== Assignment ==
Search the data below for the string "lane". Extract every line that contains it.

- Opening Delimiter -

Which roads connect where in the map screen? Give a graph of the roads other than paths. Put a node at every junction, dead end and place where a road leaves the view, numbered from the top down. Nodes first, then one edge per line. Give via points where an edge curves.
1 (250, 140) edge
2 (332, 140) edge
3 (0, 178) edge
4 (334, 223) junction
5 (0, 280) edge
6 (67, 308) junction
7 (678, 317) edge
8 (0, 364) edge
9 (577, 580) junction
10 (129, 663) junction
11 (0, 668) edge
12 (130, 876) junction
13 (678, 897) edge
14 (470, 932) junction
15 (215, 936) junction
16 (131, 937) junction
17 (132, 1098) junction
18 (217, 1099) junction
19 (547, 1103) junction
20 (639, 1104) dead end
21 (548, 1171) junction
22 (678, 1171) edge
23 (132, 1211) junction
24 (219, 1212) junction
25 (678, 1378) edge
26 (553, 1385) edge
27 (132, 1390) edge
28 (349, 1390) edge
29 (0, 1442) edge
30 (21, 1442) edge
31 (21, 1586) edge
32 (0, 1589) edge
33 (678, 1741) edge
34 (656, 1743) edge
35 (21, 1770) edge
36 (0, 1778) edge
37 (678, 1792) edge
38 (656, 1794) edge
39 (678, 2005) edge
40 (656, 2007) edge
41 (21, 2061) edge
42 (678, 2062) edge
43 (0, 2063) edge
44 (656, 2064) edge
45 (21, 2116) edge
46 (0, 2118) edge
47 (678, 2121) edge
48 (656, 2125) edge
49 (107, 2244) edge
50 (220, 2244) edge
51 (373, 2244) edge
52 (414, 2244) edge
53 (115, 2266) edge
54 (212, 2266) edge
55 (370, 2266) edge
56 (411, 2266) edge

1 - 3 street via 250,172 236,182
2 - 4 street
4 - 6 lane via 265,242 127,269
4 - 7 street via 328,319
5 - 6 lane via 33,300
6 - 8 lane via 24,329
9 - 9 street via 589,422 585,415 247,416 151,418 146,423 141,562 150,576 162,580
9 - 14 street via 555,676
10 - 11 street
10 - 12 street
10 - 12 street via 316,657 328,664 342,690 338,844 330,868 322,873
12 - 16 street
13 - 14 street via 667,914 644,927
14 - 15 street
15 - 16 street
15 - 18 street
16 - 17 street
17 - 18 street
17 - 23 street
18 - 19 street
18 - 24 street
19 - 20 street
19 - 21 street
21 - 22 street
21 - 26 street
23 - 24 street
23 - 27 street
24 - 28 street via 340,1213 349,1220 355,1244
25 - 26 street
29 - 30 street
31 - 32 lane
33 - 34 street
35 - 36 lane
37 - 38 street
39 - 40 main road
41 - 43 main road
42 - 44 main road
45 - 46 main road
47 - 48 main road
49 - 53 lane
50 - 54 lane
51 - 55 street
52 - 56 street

- Closing Delimiter -

== Completed exercise ==
4 - 6 lane via 265,242 127,269
5 - 6 lane via 33,300
6 - 8 lane via 24,329
31 - 32 lane
35 - 36 lane
49 - 53 lane
50 - 54 lane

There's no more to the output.